The Bureau was interested in hiring female agents to work on cases related to the Mann Act, which aimed to combat interstate sex trafficking. However, since she was considered "very refined", the order was given that she wasn't to be put on "rough" cases. This, combined with her limited schooling, meant that she was considered to be of limited use when it came to prosecuting such crimes. During her work at the Washington field office, she was also involved in a case against another agent who was selling classified Department of Justice information to criminals. She also informed the agency about the activities of the Women's International League for Peace and Freedom, at the organization's Fourth International Congress in May 1924, under the name "A.P. Davidson".

After J. Edgar Hoover became acting director of the Bureau in 1924 following the Teapot Dome scandal, he asked for Davidson's resignation when the Special Agent in Charge at the Washington field office reported that he had "no particular work for a woman agent". She resigned on June 10, 1924. Before her resignation, she gave testimony before a select committee of the United States House of Representatives about her surveillance of Gaston B. Means in October 1923, watching movement in and out of Means' house, and again in March 1924.

Only three women became agents in the 1920s. With the resignation of Davidson and fellow agent Jessie B. Duckstein in 1924 and Lenore Houston in 1928, the FBI had no female agents between 1929 and 1972. While the FBI claims that Davidson and Duckstein resigned as "part of the Bureau’s reduction of force", scholar Meredith Donovan writes that Hoover fired both women during a round of cuts at the agency in May 1924. The FBI also notes, on the agency's official website, that in the 1920s, expectations for agents "changed to a patriarchal approach as to what positions were appropriate for women."

== Later life ==
In 1925, after the death of her brother, William, she signed a petition, along with her sisters, brother, and other individuals, to the New York Supreme Court Appellate Division calling for appraisal of a transfer tax of property owned by William, known as Packard Manor, in the State of New York.

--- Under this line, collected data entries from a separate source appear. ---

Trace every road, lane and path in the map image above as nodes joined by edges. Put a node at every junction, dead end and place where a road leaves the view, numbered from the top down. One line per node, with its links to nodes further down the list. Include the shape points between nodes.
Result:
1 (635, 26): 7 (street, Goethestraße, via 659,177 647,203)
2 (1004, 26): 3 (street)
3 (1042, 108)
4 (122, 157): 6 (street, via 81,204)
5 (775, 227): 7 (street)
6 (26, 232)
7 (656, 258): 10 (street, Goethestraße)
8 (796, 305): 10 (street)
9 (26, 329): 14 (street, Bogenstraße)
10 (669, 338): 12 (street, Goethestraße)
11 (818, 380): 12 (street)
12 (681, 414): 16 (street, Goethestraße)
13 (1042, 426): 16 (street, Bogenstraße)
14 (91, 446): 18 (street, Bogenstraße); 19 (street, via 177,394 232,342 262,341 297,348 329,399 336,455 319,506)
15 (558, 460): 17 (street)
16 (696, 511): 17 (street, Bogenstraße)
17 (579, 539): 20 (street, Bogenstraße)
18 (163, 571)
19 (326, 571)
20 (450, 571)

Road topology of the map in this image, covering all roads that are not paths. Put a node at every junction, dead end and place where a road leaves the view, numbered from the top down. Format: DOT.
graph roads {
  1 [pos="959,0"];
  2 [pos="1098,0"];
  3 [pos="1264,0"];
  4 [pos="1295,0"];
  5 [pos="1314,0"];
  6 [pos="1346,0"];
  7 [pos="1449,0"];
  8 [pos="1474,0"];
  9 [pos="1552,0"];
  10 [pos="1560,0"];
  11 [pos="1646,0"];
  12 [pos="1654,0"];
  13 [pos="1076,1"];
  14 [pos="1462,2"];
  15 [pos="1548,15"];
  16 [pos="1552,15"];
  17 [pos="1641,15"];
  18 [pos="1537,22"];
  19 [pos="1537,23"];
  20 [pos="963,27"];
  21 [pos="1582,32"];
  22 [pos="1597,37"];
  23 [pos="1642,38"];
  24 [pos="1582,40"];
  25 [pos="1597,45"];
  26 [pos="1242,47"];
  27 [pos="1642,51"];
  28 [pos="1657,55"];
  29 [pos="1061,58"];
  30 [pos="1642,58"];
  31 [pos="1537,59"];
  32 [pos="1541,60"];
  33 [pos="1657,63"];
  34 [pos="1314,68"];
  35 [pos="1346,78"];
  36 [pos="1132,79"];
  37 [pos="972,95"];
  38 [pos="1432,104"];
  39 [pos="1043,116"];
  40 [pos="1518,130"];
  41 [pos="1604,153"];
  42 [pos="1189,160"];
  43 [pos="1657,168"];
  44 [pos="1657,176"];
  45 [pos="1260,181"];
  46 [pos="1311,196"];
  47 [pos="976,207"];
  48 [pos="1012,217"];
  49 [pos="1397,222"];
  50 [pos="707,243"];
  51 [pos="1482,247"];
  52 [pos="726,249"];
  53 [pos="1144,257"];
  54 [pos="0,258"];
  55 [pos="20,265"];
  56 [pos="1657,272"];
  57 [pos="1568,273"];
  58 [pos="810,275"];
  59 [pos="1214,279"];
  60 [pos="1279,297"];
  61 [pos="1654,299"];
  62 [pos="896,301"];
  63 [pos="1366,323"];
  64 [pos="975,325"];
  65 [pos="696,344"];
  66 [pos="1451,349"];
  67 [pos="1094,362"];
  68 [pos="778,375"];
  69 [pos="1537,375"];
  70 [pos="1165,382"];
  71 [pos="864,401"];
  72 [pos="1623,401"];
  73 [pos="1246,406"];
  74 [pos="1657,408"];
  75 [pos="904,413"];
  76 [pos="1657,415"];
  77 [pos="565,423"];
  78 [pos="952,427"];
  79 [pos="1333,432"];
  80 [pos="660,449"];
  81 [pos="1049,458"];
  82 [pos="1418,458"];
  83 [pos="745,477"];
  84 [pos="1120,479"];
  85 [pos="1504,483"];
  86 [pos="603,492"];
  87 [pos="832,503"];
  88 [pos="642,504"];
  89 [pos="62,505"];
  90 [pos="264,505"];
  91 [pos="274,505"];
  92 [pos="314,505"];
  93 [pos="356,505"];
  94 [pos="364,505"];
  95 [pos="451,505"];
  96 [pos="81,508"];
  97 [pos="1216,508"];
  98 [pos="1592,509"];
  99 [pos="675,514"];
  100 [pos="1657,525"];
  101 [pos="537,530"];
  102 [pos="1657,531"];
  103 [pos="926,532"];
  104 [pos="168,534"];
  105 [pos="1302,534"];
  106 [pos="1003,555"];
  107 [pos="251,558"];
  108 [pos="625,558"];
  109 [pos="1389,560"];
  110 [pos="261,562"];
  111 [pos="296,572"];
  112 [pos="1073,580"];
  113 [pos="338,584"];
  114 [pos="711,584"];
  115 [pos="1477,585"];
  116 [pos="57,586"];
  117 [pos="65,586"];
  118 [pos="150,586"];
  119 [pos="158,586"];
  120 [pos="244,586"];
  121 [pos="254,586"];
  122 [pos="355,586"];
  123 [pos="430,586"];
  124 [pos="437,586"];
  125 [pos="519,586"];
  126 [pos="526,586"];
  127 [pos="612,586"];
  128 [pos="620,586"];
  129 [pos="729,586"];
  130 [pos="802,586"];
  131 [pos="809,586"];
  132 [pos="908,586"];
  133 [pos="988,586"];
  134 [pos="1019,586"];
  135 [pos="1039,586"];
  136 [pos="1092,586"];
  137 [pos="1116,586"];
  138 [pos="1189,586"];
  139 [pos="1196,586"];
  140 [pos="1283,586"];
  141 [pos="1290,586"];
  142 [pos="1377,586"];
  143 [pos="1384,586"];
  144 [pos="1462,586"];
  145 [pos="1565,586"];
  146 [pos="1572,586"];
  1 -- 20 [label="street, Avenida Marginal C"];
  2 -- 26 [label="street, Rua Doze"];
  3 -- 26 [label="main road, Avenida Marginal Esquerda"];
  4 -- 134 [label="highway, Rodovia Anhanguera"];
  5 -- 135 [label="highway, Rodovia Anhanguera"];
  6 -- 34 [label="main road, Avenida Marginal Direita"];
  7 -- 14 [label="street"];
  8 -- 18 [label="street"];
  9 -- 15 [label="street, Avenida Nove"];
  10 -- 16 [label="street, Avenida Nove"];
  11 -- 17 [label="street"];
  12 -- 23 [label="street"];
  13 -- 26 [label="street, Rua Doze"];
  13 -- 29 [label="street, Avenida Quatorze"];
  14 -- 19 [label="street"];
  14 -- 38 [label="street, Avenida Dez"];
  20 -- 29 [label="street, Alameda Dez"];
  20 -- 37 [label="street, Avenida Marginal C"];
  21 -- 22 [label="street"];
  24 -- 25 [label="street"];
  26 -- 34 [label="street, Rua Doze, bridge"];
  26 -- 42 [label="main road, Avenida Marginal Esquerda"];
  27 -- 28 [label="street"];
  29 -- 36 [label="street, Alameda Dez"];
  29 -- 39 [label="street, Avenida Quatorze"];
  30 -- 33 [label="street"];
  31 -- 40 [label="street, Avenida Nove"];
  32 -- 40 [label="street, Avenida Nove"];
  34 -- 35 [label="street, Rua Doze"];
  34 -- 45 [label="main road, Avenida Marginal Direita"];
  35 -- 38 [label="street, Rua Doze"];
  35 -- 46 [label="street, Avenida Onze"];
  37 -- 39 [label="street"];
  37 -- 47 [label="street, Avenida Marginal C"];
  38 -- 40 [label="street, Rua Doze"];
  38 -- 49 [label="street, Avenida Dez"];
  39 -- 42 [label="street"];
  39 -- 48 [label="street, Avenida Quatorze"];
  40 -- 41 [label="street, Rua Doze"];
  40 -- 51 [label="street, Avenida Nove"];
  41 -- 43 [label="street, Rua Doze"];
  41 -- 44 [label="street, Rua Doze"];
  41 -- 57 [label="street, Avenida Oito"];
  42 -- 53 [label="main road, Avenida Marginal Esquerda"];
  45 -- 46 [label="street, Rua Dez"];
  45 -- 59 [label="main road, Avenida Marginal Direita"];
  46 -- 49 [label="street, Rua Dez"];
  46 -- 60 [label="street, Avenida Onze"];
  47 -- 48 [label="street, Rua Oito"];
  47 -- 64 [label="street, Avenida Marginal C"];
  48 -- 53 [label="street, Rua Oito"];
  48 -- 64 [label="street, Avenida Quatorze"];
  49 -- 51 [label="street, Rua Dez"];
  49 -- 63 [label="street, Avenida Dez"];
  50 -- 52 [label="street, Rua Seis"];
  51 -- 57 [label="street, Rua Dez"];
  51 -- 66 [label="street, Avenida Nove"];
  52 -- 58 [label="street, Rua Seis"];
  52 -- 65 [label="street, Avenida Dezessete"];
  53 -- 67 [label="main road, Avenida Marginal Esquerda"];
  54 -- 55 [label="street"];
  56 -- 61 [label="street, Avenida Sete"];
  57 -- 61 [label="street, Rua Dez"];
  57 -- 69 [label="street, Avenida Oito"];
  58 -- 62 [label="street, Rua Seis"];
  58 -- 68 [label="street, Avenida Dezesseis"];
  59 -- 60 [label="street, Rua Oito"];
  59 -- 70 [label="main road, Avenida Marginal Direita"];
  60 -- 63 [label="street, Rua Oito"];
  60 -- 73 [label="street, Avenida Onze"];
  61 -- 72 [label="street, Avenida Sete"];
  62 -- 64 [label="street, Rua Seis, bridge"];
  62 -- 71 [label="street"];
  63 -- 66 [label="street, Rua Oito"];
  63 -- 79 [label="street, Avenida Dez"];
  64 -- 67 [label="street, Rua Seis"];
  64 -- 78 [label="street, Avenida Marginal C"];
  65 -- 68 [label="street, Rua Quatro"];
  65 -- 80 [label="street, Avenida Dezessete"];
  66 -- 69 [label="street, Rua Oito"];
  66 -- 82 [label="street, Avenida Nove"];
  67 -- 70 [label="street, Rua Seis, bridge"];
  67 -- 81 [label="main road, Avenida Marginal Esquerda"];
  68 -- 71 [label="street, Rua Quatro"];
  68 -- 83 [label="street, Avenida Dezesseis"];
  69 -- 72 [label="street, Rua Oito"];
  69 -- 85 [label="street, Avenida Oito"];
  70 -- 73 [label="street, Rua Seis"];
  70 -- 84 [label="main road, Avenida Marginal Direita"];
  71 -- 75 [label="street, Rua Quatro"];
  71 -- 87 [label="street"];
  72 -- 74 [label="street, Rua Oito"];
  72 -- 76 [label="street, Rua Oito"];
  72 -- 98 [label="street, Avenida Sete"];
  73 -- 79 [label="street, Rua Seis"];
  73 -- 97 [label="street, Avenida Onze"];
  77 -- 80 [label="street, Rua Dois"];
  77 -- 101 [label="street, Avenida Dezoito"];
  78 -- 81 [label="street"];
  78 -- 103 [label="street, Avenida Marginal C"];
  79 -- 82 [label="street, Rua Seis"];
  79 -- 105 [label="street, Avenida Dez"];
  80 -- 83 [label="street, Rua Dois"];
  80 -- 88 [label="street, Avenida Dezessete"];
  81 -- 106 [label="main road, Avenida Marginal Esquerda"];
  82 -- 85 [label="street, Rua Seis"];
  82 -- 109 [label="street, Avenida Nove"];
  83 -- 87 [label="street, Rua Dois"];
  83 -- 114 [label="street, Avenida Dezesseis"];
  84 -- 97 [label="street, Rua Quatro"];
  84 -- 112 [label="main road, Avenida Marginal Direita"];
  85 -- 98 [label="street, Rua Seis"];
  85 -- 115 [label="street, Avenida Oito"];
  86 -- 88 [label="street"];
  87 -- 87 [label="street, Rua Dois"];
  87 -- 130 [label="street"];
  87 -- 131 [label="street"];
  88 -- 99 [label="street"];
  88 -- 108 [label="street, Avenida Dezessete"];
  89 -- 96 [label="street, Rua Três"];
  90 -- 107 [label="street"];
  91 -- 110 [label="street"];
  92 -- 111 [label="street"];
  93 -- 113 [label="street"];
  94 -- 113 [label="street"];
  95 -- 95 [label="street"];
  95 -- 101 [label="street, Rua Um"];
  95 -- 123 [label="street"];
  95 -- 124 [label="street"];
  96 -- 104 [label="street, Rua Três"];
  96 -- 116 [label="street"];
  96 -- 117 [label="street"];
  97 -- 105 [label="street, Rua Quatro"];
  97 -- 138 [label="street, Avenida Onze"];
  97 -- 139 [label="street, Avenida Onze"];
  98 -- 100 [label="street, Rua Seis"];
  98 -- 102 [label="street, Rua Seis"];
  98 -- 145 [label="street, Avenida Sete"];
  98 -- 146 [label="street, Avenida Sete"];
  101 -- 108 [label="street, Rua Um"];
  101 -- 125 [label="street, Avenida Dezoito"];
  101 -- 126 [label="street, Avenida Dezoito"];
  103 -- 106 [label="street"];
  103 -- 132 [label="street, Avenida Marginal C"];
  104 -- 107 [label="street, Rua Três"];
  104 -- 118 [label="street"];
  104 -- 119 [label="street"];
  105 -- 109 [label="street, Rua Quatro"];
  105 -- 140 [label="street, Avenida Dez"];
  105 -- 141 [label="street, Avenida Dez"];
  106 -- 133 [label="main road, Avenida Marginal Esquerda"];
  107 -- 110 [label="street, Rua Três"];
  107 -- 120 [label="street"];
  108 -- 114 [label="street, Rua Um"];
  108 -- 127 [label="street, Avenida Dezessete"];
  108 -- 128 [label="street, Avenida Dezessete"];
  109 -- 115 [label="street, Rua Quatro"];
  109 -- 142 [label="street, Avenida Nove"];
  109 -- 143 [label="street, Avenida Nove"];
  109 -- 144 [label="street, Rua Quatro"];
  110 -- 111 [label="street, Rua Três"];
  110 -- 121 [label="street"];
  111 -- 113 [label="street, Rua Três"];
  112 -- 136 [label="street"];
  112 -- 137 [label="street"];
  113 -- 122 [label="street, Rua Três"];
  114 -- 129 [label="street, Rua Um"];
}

Davidson exchanged letters, in May 1927, with Carrie Chapman Catt. Catt told her about a story she heard from her friend, Harriet Taylor Upton, about a list of suffragettes which were reportedly compiled by the Bureau of Investigation, with information provided by Mary Kilberth and Robert Eichelberger. Catt asked that Davidson let her be named if the government inquired into the list, to which Davidson agreed to, and remembered the list, but only vaguely. Catt, writing to Davidson in June 1927, later apologized for not responding more promptly to Davidson's letter. The same month, Upton wrote to Catt, calling Davidson someone she had known "for years" and a sister of "the Packard men who made the Packard machine." She further commented that Davidson has married "rather unfortunately," and noted that Davidson had thrown the list into the waste basket.

In May 1929, Davidson's husband, Jim, passed away. She continued living in Virginia, with her dogs, until her death. Davidson died on July 16, 1934, at the age of 66. She was buried in Paltzgrove Cemetery, in Lordstown, Ohio.

== Legacy ==
Despite the fact that she was fired by the FBI in 1924, the agency still mentioned her in their post celebrating women who worked as agents for the Bureau. Cindee Mines, a volunteer with the National Packard Museum, stated that Davidson lived an "unusual life" and argued that she was "ahead of her time." Others called Davidson, along with other women in the same Packard family, "trailblazers in their own right."

The mention of Davidson as the first female FBI agent by Lana Kane in the Archer episode, "Waxing Gibbous" was noted as an example of the show's habit of using obscure references. In its review of the episode, Vulture noted that Kane has "pointed dialogue" about disappointing hiring practices of intelligence sector, including a "shout-out" to Davidson, who is described as a "trailblazing agent."